Forex vs Currency Futures: which is cheaper for small traders?

Discussion in 'Forex' started by SUPERIOR1, Aug 24, 2012.

Which is cheaper?

  1. Currency futures

    3 vote(s)
  2. Forex ECN broker

    15 vote(s)
  1. I'm asking specifically about a small trader like me. Which would be cheaper and more effective for me? Let's consider a normal future broker and an ECN forex broker. Thanks. :)
  2. in spite of what anybody on this board tells you, futures are cheaper, but most small traders, myself included, trade spot

    my definition of small is anyone moving 5m or less at a time

    it's more than just commission and spread, they are about the same, it has to do with carry and taxes

    I would say most small traders prefer spot for other reasons in spite of the slightly higher cost, and the difference in cost is very minimal and only starts to matter as size increases
  3. LeeD


    If you hold overnight positions often, futures are definitely cheaper. The future price already takes into account the difference between interest rates in the "short" and "long" currencies in teh pair. However, the margin that a broker will charge (on small position) on top the interest rate difference will accumulate to a very substantial sum over the course of a year.
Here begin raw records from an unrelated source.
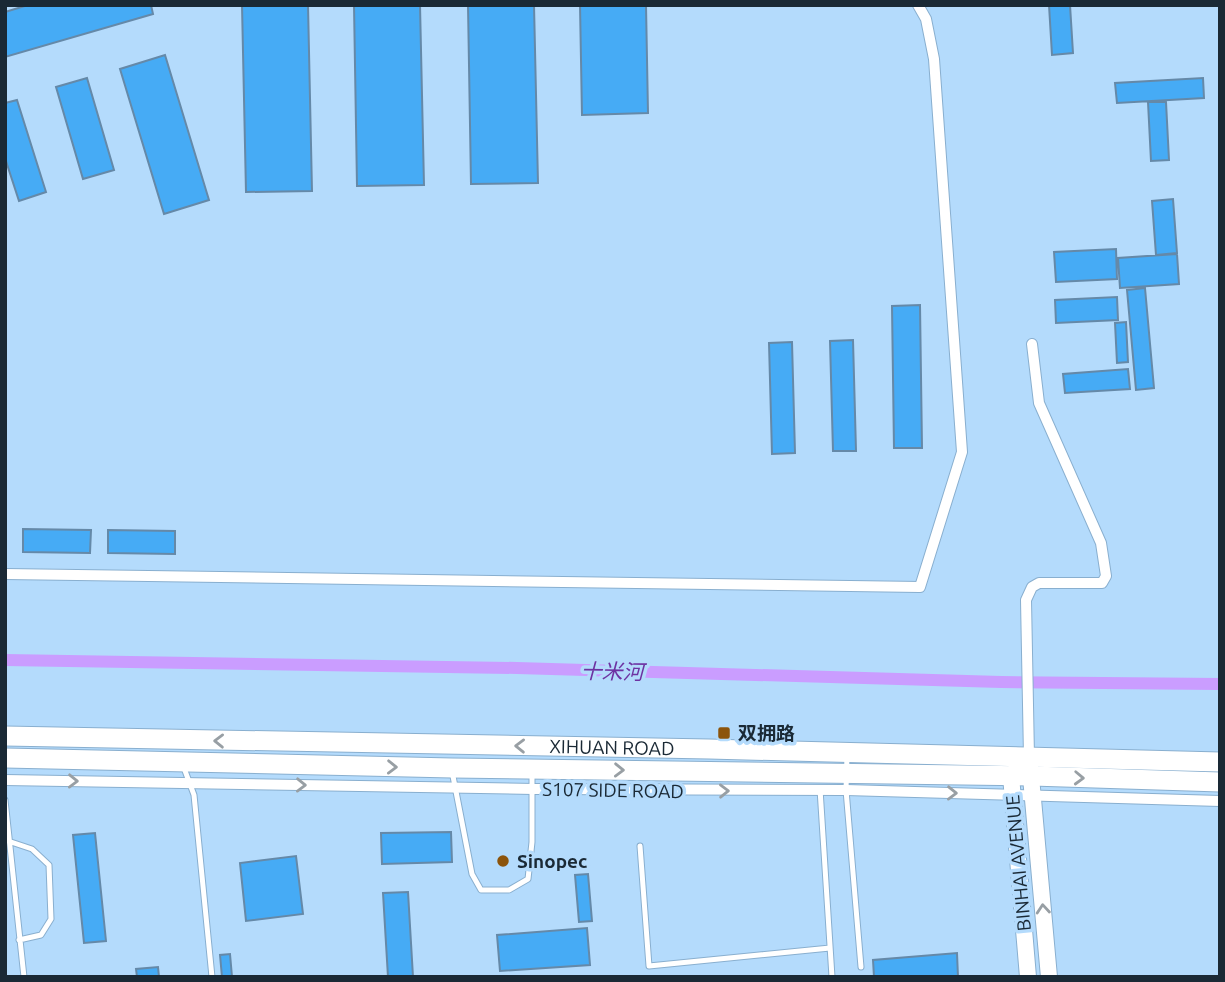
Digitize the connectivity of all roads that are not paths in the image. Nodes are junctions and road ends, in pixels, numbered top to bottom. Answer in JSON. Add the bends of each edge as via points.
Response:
{"nodes":[{"id":1,"x":918,"y":5,"type":"edge"},
{"id":2,"x":1032,"y":344,"type":"dead end"},
{"id":3,"x":5,"y":574,"type":"edge"},
{"id":4,"x":5,"y":736,"type":"edge"},
{"id":5,"x":822,"y":751,"type":"junction"},
{"id":6,"x":847,"y":752,"type":"junction"},
{"id":7,"x":5,"y":758,"type":"edge"},
{"id":8,"x":182,"y":761,"type":"junction"},
{"id":9,"x":1220,"y":762,"type":"edge"},
{"id":10,"x":532,"y":769,"type":"junction"},
{"id":11,"x":1031,"y":776,"type":"junction"},
{"id":12,"x":453,"y":778,"type":"junction"},
{"id":13,"x":5,"y":780,"type":"edge"},
{"id":14,"x":821,"y":782,"type":"junction"},
{"id":15,"x":846,"y":782,"type":"junction"},
{"id":16,"x":1220,"y":782,"type":"edge"},
{"id":17,"x":188,"y":783,"type":"junction"},
{"id":18,"x":1011,"y":785,"type":"junction"},
{"id":19,"x":534,"y":789,"type":"junction"},
{"id":20,"x":5,"y":800,"type":"edge"},
{"id":21,"x":1220,"y":801,"type":"edge"},
{"id":22,"x":7,"y":841,"type":"edge"},
{"id":23,"x":640,"y":846,"type":"dead end"},
{"id":24,"x":19,"y":940,"type":"junction"},
{"id":25,"x":830,"y":947,"type":"junction"},
{"id":26,"x":860,"y":967,"type":"dead end"},
{"id":27,"x":24,"y":977,"type":"edge"},
{"id":28,"x":212,"y":977,"type":"edge"},
{"id":29,"x":832,"y":977,"type":"edge"},
{"id":30,"x":1028,"y":977,"type":"edge"},
{"id":31,"x":1049,"y":977,"type":"edge"}],
"edges":[{"from":1,"to":3,"type":"street","via":[[926,19],[934,59],[962,452],[920,587]]},
{"from":2,"to":11,"type":"street","via":[[1039,403],[1101,543],[1106,576],[1102,583],[1039,583],[1026,600]]},
{"from":5,"to":4,"type":"highway","name":"XIHUAN ROAD","one_way":true},
{"from":5,"to":6,"type":"highway","name":"XIHUAN ROAD"},
{"from":5,"to":14,"type":"lane"},
{"from":6,"to":11,"type":"highway","name":"XIHUAN ROAD"},
{"from":6,"to":15,"type":"lane"},
{"from":7,"to":8,"type":"highway","name":"XIHUAN ROAD"},
{"from":8,"to":12,"type":"highway","name":"XIHUAN ROAD","one_way":true},
{"from":8,"to":17,"type":"lane"},
{"from":9,"to":11,"type":"highway","name":"XIHUAN ROAD"},
{"from":10,"to":12,"type":"highway","name":"XIHUAN ROAD"},
{"from":10,"to":14,"type":"highway","name":"XIHUAN ROAD","one_way":true},
{"from":10,"to":19,"type":"lane"},
{"from":11,"to":16,"type":"highway","name":"XIHUAN ROAD","one_way":true},
{"from":11,"to":18,"type":"highway","name":"XIHUAN ROAD"},
{"from":11,"to":21,"type":"street"},
{"from":31,"to":11,"type":"main road","one_way":true},
{"from":17,"to":12,"type":"street","name":"S107 SIDE ROAD","one_way":true},
{"from":12,"to":19,"type":"street","name":"S107 SIDE ROAD"},
{"from":12,"to":19,"type":"lane","via":[[472,874],[481,890],[509,890],[528,879]]},
{"from":13,"to":17,"type":"street","name":"S107 SIDE ROAD","one_way":true},
{"from":14,"to":15,"type":"highway","name":"XIHUAN ROAD"},
{"from":19,"to":14,"type":"street","name":"S107 SIDE ROAD","one_way":true},
{"from":14,"to":25,"type":"lane"},
{"from":15,"to":18,"type":"highway","name":"XIHUAN ROAD","one_way":true},
{"from":15,"to":26,"type":"lane"},
{"from":17,"to":28,"type":"lane","via":[[194,795]]},
{"from":18,"to":30,"type":"main road","name":"BINHAI AVENUE"},
{"from":20,"to":22,"type":"lane"},
{"from":22,"to":24,"type":"lane"},
{"from":22,"to":24,"type":"lane","via":[[32,849],[49,865],[51,919],[41,935]]},
{"from":23,"to":25,"type":"lane","via":[[649,966]]},
{"from":24,"to":27,"type":"lane"},
{"from":25,"to":29,"type":"lane"}]}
    On the downside, futures may be a bit too large for a "small" trader. Say, EUR/USD CME futures (5E) are worth $12.5 per pip and a 100 pip (1 point) move, which in the current environment is very common in teh timeframe of 24-hours, means $1,250 change in the position value. It depends on the capital and risk appetite if the trader can afford to scale up this size of risk.

    The liquididty in smaller futures (mini and micro) is pretty much no-existent. These are only suitable if the aim is to hold a position for a few days to a few weeks where 10 pip bid/offer spread becomes immaterial but overnight broker margin accumulates.

    Aslo note that ECNs often have minimum commission on currency transactions. So, if at €125,000 full-size CME future size commission (per dollar size) is comparable, smaller currency transactions may incur substantially higher percentage commission.

    For intraday trading it really depends on the trading style, during most liquid periods fractional-pip bid offer in spot currency may be attractive. However, at the same time broker ECN markets are usually more shallow than the futures. Hance, they are vulnerable to "running stops" - pushing the exchange rate a little further past a support/resitance level in expectation thsi will trigger stops. This stop running (as seen on the deviation of the move between ECN and futures) may range from a couple of pips to 10-50 pips (during important news). Hence, with spot currency one should be more careful about placing stop orders with a broker (as opposed to executing a stop manually).
  4. +1
  5. I only do one trade a day, sometimes five.

    The ECN spreads are between 0.1 and 2 pips. The commission is small. I can't understand how a future broker would ever be cheaper for any day trader, big or small.

    Future broker = bigger slippage and much bigger comission (per contract!)
  6. southall


    For day trading only EUR/USD futures have excellent liquidity and volume.

    If day trading other pairs then you might be better off with the cash spot ECNs.
  7. Or just use a market maker like Oanda with a 1-1.2 pip spread on the EUR/USD... No commissions.
  8. compare paying an extra pip on 125k to paying $2.50 commission and get back to me

    and don't forget the carry and the 60/40 split
  9. koolaid


    There is always commissions. If you don't understand this then Oanda's got you bent over. Places that advertise no commissions are simply factoring that into the spread to attract newbies. I pay 2.50 each way for IB + the spreads but I know that it's much cheaper than Oanda will ever be. I trade 1-3 full lots.
  10. the question wasn't who's cheaper, the mm or the ecn, it was what's cheaper, spot or futures?